Another of Helmut Newton's great passions was hotels and hotel lobbies. He favored both luxurious establishments like The Hilton in the Constanze Magazin series, and old-fashioned pensions such as Pension Florian, a former Nazi brothel, depicted in his 1977 photograph of the same name featuring Jenny Capitain. Additionally, his celebrity hotel diptychs, like the one of David Bowie opening a drawer in a room at the Kempinski, showing a Holy Bible, illustrate the unique settings Newton chose for his storytelling. In fact, he was ahead of his time in the stories he told the world, bringing the Parisian fashion style to Berlin, a novelty for the ‘60s.
These hotel spaces hint at a larger theme in Newton’s work: Berlin’s nightlife.

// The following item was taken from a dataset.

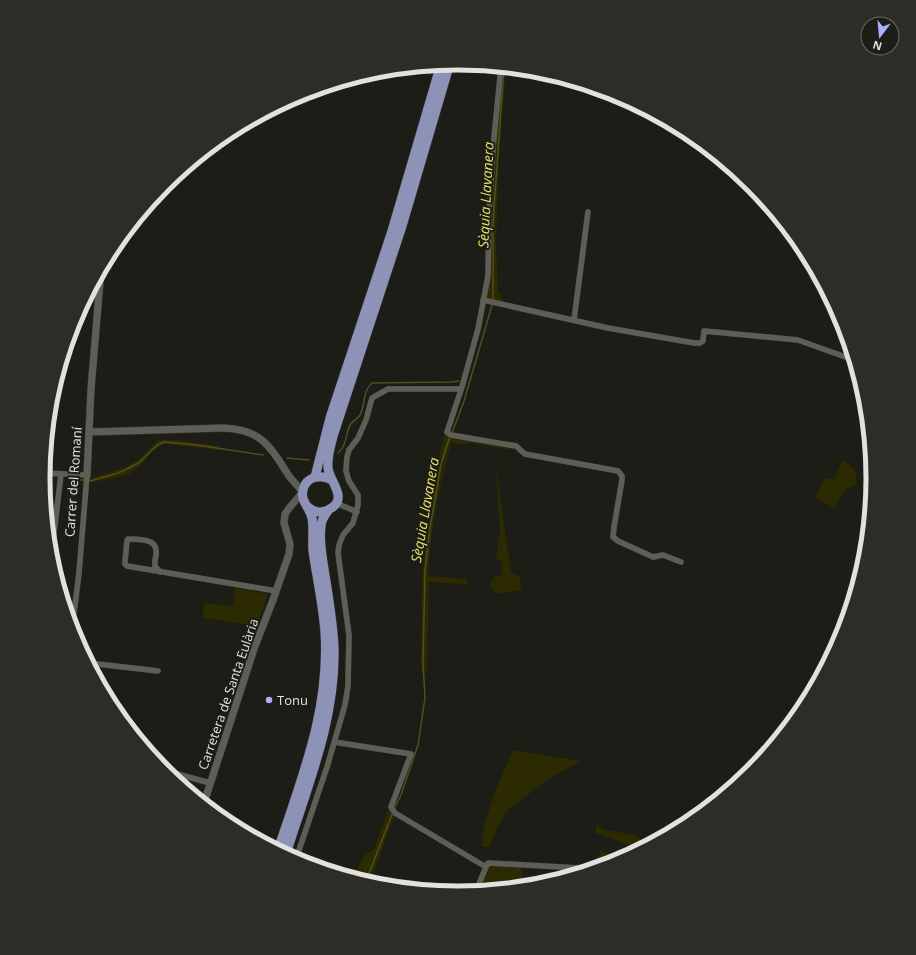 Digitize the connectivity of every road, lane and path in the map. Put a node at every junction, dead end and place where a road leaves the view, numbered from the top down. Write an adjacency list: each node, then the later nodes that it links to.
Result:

“What we see in this exhibition is all topics and genres merged into one narrative. Similar to the Hollywood and LA photographs, we see the myth of Berlin. You probably know this famous quote by Klaus Wowereit, the former mayor of Berlin, who said that Berlin is ‘poor but sexy’. Probably, everybody out there in the world was thinking that Berlin is such an interesting city, cheap, with a brimming techno scene. All of these aspects attracted a diverse array of people. There were the bourgeois people going to the museums and the techno guys, as well as this massive Love Parade with millions of people dancing in the streets and celebrating themselves,” Matthias Harder described the scene.
Helmut Newton shed light on this aspect of Berlin. He traversed through the city's nightlife, navigating the various layers of society. From capturing the underground club scene of the '60s to late-night hotel photoshoots and fashion photographs against the backdrop of the Berlin Wall, Newton's lens captured the essence of Berlin's vibrant nightlife.
Alongside the glamor and vitality of Berlin’s nightlife, Helmut Newton’s photographs also conveyed a sense of melancholia in his photographs. The “Sex & Landscapes” photoshoot, spanning from 1974 to 2001, brings together nude photography with timeless landscapes from Newton’s youth. He constantly revisited his youth, and Berlin provided him with a sense of nostalgia the more and more the city was metamorphosing. Newton himself existed in a constant juxtaposition, mirroring the simultaneous coexistence and dialogue of various genres and approaches in his work. The "Sex & Landscapes" series served as the opening exhibition for the Helmut Newton Foundation in 2003.
Helmut Newton offered a unique perspective on the unfolding scene in Berlin, distinct from other photographers who experienced it firsthand. Continuously in and out of the city, Newton captured this juxtaposition, while others depicted the raw scene. These photographs can be seen in the second part of the “Berlin, Berlin” exhibition.
For example, Arwed Messmer and Annett Gröschner have curated 12 folios, featuring 1056 found photos of the entire wall taken by the East German troops from the mid-1960s, looking towards the West.
Hein Gorry documented the destruction of Berlin through his one-of-a-kind aerial photography, while photographers like Günter Zint captured the emergence of student protests in West Berlin.
Lastly, Thomas Florschuetz and Harf Zimmermann’s color photographs offer new perspectives of iconic Berlin landmarks such as the TV Tower on Alexanderplatz and the Friedrichswerder Church by Karl Friedrich Schinkel. These images provide a unique view akin to peering through a dirty window, capturing the perpetual mist that envelops the city.
The exhibition celebrates Newton’s visual legacy in the context of mythical Berlin. Here, fantasy and reality intertwine to paint a diverse picture of the city’s ever-changing landscape, enriched by various perspectives from a range of photographers. Berlin, oh, Berlin!